Kimura, Ashton Bliss ’21 of Yorktown, Virginia, and Maya Sopory ’22 of Farmington Hills, Michigan, focused their research efforts on analyzing the lawsuit’s development and arguments. They learned that dozens of states enacted new rules during the pandemic that did things such as expand mail-in voting and the use of ballot drop boxes. But the lawsuit only deemed unconstitutional the actions of a handful of states that played decisive roles in the Electoral College.
“We also got to look at the racial aspect of the lawsuit as well. The states that were sued, and especially the cities that were mentioned in the lawsuit, had very large nonwhite populations, especially Black populations,” said Kimura, who is from Osaka, Japan, and plans on attending law school next year. “We were able to start linking the lawsuit to wider voter suppression efforts going on in the country.”

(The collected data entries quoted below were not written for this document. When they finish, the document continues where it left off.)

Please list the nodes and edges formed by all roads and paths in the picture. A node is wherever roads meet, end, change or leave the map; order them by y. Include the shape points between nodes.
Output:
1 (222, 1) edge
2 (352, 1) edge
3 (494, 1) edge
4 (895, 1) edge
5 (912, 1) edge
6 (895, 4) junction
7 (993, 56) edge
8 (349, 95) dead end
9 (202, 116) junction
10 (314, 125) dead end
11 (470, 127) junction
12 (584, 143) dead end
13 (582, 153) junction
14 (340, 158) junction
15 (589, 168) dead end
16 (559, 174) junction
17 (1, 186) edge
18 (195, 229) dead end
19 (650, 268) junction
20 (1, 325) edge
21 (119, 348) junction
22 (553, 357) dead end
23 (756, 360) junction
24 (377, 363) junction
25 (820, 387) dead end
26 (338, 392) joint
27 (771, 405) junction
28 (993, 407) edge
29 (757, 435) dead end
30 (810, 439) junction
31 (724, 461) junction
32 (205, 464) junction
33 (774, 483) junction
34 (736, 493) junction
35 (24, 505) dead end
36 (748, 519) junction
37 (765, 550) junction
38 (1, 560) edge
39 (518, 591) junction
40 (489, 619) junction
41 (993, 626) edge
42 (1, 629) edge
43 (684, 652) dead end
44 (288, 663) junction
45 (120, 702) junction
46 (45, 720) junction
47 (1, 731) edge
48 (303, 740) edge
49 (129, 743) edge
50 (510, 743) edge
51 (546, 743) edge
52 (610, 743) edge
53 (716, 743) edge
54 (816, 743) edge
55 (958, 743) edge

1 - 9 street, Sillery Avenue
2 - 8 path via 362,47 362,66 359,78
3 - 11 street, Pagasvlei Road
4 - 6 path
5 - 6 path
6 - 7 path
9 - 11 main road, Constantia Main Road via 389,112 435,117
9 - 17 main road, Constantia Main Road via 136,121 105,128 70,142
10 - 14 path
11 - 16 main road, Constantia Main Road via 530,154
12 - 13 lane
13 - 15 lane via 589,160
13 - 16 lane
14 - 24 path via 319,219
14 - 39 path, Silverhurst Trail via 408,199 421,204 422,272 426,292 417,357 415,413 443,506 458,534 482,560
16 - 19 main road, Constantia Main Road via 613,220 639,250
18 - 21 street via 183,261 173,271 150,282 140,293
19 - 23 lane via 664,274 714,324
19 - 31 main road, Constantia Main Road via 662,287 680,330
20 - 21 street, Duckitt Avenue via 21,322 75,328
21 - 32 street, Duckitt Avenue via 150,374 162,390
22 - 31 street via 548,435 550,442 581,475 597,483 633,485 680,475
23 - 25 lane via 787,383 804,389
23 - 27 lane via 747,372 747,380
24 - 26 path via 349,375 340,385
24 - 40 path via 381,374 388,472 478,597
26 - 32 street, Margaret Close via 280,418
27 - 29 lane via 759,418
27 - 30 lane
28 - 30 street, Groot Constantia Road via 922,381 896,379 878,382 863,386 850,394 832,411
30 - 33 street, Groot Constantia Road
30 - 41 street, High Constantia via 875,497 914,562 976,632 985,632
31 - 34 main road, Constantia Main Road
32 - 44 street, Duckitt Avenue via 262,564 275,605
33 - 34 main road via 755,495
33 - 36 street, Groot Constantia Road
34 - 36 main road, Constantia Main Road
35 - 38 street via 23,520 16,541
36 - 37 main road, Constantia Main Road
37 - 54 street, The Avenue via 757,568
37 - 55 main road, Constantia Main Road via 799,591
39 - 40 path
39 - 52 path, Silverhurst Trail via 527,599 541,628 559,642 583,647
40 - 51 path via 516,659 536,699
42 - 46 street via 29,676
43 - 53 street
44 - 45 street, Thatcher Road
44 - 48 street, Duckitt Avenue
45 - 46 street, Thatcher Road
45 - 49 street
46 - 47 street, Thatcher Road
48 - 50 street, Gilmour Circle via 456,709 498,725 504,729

By collecting thousands of pages of documents in a database and then sharing it with reporters, the team helped establish a “first rough draft of history,” as journalism has been called. In a sense, the research effort was a crash course in the relationship between investigative journalism and applied academic research. Western and the research team had virtual meetings with one of The New York Times story’s authors, Pulitzer Prize–winner Eric Lipton, to discuss reporting strategies and FOIA requests. Western and his team also shared their work with journalists in several states across the country, and they have collaborated with a prominent civil rights attorney in Missouri who leads the Missouri Sunshine Project.
“It was really helpful and exciting for our students to see that their voice and work can actually have an impact,” Western said. “Seven people were able to make a difference on a major national event by running FOIA requests.”
Sopory said that digging deep into the lawsuit and the election politics surrounding it was a shocking experience. “I remember talking to Chisato and Ashton in one of our meetings and saying, ‘How are people not seeing how ludicrous this is?’” It was an up-close look at how relative truth had become in the Trump era, Sopory added.
But Zoe Latham ’23 of Tulsa, Oklahoma, who along with Frogameni and Nora Carrier ’23 of Brooklyn, New York, researched how the public statements of attorneys general about the lawsuit differed from private email comments unearthed via FOIA requests, remains optimistic. The lawsuit was a total failure. “This research helped me realize just how robust a lot of our institutions are,” Latham said. “I think the big, obvious challenges to democracy, such as this lawsuit, are far less dangerous than the smaller barriers to voting that local and state election officials can set up.”
Western views the research project, which resumed in September after a summer break, as a practicum. “Students are getting real experience, and we’re talking about the ethics and deeper logic of sunshine laws and public disclosure,” he said.
In the coming months, Western hopes to see op-eds drafted by the students published. An article he wrote based on the research will be published in an academic journal next spring, when he’ll be teaching a related new class at Five College Consortium member Hampshire College called “Democracy and Authoritarianism.” His next book, on democratic institutional resilience, will be published in 2022 or 2023.
U.S. democracy is in peril, Western said. “What are the implications for elections when you have a major party willing to entertain deception and outright claims of fraud to undermine the integrity of the system? When you have top law enforcement officers, who clearly know better, playing for short-term political goals? The corrosive effect is profound,” he said. “It is a very dangerous moment for American society.”